Of the chewing of tobacco by women, in either "plug" or "fine cut" form, it is scarcely necessary to speak. It is done to some extent among the agricultural peasantry of South Germany, among the Indians, and the poor whites and negroes of the South. This manner of enjoying the weed does not prevail with women in New York. It would, perhaps, be difficult to find a hundred cases in the whole city.

When Sir Walter Raleigh—most fastidious and gallant of men—brought the fragrant weed to the acquaintance of civilized man, and, consequently, of woman, he little thought to what vile purposes it might be put.
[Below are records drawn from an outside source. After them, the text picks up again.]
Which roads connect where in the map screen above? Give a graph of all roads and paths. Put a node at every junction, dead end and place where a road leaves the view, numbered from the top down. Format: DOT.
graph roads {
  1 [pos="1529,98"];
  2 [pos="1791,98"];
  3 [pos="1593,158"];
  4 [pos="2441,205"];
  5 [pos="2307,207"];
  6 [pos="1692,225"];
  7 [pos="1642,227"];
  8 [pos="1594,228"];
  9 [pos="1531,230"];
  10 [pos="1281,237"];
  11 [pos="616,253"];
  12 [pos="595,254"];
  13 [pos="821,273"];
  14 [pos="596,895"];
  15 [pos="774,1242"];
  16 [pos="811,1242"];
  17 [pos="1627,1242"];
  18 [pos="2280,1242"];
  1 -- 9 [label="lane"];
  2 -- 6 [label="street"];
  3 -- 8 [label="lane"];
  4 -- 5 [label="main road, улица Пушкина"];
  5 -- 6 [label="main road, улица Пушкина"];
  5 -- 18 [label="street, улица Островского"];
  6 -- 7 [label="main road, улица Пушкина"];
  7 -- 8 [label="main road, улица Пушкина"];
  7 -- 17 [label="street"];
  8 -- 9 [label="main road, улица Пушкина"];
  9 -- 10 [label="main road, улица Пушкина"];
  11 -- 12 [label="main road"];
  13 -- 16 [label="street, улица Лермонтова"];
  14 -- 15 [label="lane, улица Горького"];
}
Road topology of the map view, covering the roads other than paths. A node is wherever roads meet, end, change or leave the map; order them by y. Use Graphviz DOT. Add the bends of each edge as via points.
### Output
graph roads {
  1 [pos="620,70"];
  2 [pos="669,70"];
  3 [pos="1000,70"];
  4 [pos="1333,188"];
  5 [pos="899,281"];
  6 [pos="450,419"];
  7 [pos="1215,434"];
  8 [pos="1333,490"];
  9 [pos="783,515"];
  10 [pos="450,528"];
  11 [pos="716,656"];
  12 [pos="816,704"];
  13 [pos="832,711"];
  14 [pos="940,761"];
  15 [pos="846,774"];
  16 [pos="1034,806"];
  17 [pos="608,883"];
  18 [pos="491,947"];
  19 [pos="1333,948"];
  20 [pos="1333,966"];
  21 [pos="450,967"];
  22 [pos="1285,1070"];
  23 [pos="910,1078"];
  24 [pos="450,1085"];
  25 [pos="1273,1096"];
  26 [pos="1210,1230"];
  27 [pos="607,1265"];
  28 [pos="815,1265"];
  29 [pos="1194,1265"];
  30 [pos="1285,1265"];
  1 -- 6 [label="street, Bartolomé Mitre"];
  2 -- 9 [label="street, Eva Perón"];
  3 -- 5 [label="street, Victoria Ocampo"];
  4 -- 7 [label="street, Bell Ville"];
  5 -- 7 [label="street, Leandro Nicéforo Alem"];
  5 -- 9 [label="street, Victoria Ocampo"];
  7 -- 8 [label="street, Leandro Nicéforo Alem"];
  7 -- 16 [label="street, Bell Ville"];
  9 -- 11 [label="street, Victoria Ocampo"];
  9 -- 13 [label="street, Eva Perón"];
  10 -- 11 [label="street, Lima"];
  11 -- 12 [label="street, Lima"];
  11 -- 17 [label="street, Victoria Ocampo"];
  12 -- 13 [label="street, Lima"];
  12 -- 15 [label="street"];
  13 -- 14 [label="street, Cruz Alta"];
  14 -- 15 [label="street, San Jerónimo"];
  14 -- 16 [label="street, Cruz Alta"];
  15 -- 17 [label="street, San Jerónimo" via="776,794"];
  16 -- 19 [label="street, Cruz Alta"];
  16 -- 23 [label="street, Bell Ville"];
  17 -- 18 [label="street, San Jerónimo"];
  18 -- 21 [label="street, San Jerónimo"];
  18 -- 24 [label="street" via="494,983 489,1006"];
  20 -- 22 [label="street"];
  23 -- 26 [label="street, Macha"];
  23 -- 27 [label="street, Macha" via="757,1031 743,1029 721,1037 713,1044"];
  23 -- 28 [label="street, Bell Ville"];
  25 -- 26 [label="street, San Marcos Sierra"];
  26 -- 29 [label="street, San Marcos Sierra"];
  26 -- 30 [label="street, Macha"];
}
Had he imagined the merest fraction of the disastrous results of his discovery, he never would have accomplished his twelve years of compulsory board and lodging in the Tower of London. In less than twelve hours, aqua tophana, or some other suicidal agent of the period, would have been taken in a large enough dose to effectually expiate the prospective evils arising from his misguided spirit of enterprise, and, so far as one life could be regarded as an adequate sacrifice, have atoned for the fearful mischief whereof he was destined to be the author.